Both quartiles experienced a significant decrease in Propensity_Unidentified between 1988
and 2010, but the downward trend was more pronounced in strongly governed firms than in
poorly governed firms (-0.0005 vs. -0.0004), with a p-value of chaw test equal to 0.042.
3.4.4 Earnings per share
The literature also shows that managers engage in tax planning specifically with the
objective of improving accounting outcomes (Desai and Dharmapala, 2009; Robinson, Sikes,
and Weaver, 2010; Shackelford, Slemrod, and Sallee, 2011; Graham, Hanlon, Shevlin, and
Shroff, 2014). To test whether the downward trend in an unidentified propensity to pay taxes
is driven by financial reporting incentives, we divide our sample according to whether a
firm’s reported EPS increases in the current year from the previous year.10 Graham et al.
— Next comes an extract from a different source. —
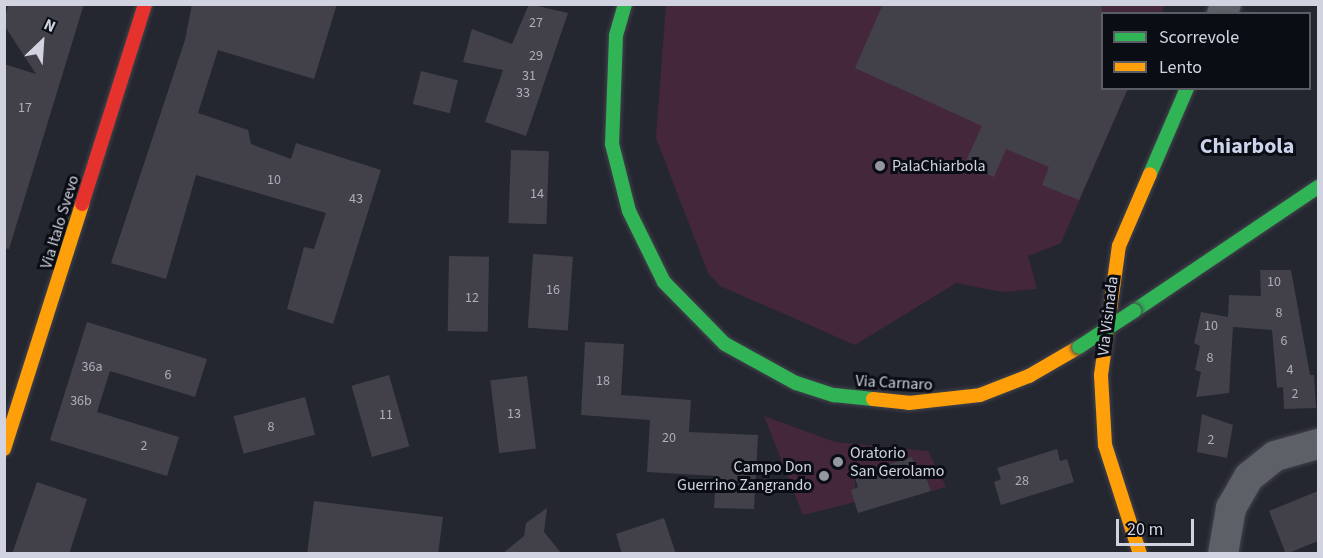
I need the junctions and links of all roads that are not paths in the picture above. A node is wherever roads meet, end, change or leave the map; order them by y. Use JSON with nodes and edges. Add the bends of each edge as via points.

(2014) find that a reported EPS increase is a very important signal of tax planning. Columns
7 and 8 of Table 4 present the evolution of Propensity_Unidentified among firms with
10 We use reported EPS (COMPUSTAT item EPSPX) divided by Share Adjustment Factor (COMPUSTAT item AJEX) in year t minus (EPSPX/AJEX) in year t-1 as the measure for an EPS increase/decrease.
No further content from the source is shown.